■ **Action item**: Transcribe each record exactly, but omit pictures.

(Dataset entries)
#####

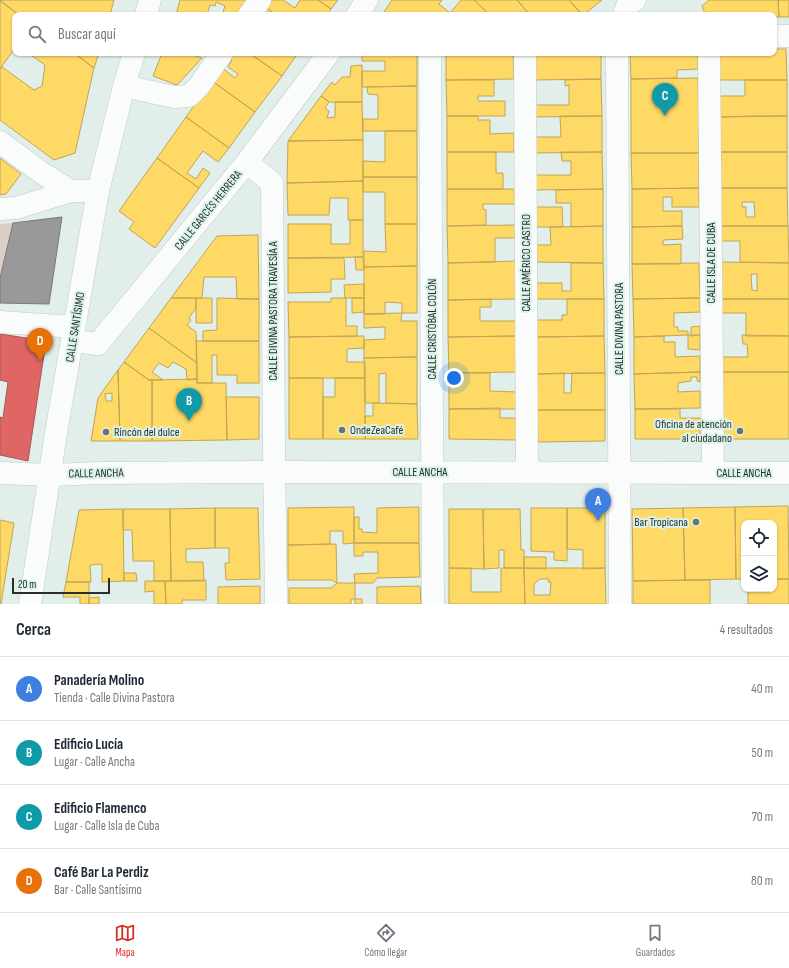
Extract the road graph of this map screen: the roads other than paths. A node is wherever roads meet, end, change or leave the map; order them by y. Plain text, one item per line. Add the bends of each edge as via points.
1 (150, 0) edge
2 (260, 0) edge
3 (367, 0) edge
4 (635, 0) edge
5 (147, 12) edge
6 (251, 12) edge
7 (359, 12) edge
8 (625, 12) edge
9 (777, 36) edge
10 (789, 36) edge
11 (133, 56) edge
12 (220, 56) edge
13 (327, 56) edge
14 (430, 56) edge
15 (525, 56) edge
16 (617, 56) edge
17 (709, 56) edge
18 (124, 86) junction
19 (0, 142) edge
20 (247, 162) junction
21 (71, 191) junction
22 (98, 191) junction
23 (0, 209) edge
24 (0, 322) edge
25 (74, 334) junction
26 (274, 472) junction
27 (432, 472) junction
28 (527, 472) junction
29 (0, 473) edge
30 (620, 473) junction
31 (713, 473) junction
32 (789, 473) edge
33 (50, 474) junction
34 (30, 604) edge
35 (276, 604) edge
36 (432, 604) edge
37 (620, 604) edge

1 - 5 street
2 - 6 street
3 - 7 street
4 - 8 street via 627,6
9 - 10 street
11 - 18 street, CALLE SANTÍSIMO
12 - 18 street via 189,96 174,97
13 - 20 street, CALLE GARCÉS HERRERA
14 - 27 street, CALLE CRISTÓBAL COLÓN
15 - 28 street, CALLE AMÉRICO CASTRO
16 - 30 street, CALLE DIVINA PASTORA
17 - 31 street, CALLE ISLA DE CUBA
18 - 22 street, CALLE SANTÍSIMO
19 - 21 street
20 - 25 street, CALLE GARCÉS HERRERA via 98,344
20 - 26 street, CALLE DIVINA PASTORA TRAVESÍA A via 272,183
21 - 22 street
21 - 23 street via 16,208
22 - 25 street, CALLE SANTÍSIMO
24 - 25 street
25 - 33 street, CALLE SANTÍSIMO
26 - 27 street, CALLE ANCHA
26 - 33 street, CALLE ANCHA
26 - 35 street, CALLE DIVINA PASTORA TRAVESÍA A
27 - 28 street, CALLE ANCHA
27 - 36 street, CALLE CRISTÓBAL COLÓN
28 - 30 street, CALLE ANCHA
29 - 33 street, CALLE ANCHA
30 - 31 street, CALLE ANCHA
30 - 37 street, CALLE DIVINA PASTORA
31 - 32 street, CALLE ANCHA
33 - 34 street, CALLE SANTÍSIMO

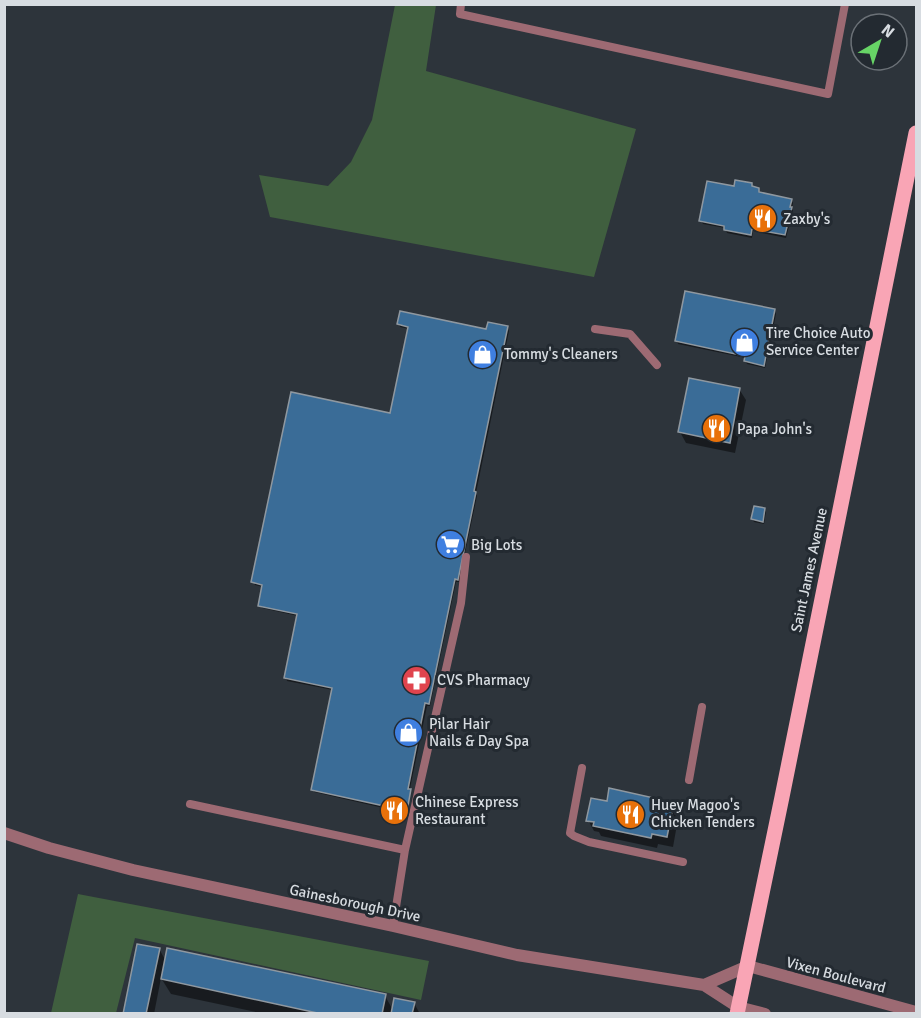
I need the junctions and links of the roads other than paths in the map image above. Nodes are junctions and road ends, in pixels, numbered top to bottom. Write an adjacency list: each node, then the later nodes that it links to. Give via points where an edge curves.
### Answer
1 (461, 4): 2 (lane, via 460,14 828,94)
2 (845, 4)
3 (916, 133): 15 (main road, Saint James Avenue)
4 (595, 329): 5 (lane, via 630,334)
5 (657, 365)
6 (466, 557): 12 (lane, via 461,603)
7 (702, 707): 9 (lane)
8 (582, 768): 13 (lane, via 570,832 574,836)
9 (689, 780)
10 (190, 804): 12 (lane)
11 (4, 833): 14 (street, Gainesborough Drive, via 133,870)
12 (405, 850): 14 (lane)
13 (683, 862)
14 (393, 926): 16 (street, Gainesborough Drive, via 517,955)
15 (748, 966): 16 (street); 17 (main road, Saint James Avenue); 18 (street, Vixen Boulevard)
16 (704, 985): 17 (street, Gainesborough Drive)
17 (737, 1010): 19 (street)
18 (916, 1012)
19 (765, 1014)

#####

■ **Your solution**:
Extract the road graph of this map screen: the roads other than paths. A node is wherever roads meet, end, change or leave the map; order them by y. Plain text, one item per line. Add the bends of each edge as via points.
1 (150, 0) edge
2 (260, 0) edge
3 (367, 0) edge
4 (635, 0) edge
5 (147, 12) edge
6 (251, 12) edge
7 (359, 12) edge
8 (625, 12) edge
9 (777, 36) edge
10 (789, 36) edge
11 (133, 56) edge
12 (220, 56) edge
13 (327, 56) edge
14 (430, 56) edge
15 (525, 56) edge
16 (617, 56) edge
17 (709, 56) edge
18 (124, 86) junction
19 (0, 142) edge
20 (247, 162) junction
21 (71, 191) junction
22 (98, 191) junction
23 (0, 209) edge
24 (0, 322) edge
25 (74, 334) junction
26 (274, 472) junction
27 (432, 472) junction
28 (527, 472) junction
29 (0, 473) edge
30 (620, 473) junction
31 (713, 473) junction
32 (789, 473) edge
33 (50, 474) junction
34 (30, 604) edge
35 (276, 604) edge
36 (432, 604) edge
37 (620, 604) edge

1 - 5 street
2 - 6 street
3 - 7 street
4 - 8 street via 627,6
9 - 10 street
11 - 18 street, CALLE SANTÍSIMO
12 - 18 street via 189,96 174,97
13 - 20 street, CALLE GARCÉS HERRERA
14 - 27 street, CALLE CRISTÓBAL COLÓN
15 - 28 street, CALLE AMÉRICO CASTRO
16 - 30 street, CALLE DIVINA PASTORA
17 - 31 street, CALLE ISLA DE CUBA
18 - 22 street, CALLE SANTÍSIMO
19 - 21 street
20 - 25 street, CALLE GARCÉS HERRERA via 98,344
20 - 26 street, CALLE DIVINA PASTORA TRAVESÍA A via 272,183
21 - 22 street
21 - 23 street via 16,208
22 - 25 street, CALLE SANTÍSIMO
24 - 25 street
25 - 33 street, CALLE SANTÍSIMO
26 - 27 street, CALLE ANCHA
26 - 33 street, CALLE ANCHA
26 - 35 street, CALLE DIVINA PASTORA TRAVESÍA A
27 - 28 street, CALLE ANCHA
27 - 36 street, CALLE CRISTÓBAL COLÓN
28 - 30 street, CALLE ANCHA
29 - 33 street, CALLE ANCHA
30 - 31 street, CALLE ANCHA
30 - 37 street, CALLE DIVINA PASTORA
31 - 32 street, CALLE ANCHA
33 - 34 street, CALLE SANTÍSIMO

I need the junctions and links of the roads other than paths in the map image above. Nodes are junctions and road ends, in pixels, numbered top to bottom. Write an adjacency list: each node, then the later nodes that it links to. Give via points where an edge curves.
### Answer
1 (461, 4): 2 (lane, via 460,14 828,94)
2 (845, 4)
3 (916, 133): 15 (main road, Saint James Avenue)
4 (595, 329): 5 (lane, via 630,334)
5 (657, 365)
6 (466, 557): 12 (lane, via 461,603)
7 (702, 707): 9 (lane)
8 (582, 768): 13 (lane, via 570,832 574,836)
9 (689, 780)
10 (190, 804): 12 (lane)
11 (4, 833): 14 (street, Gainesborough Drive, via 133,870)
12 (405, 850): 14 (lane)
13 (683, 862)
14 (393, 926): 16 (street, Gainesborough Drive, via 517,955)
15 (748, 966): 16 (street); 17 (main road, Saint James Avenue); 18 (street, Vixen Boulevard)
16 (704, 985): 17 (street, Gainesborough Drive)
17 (737, 1010): 19 (street)
18 (916, 1012)
19 (765, 1014)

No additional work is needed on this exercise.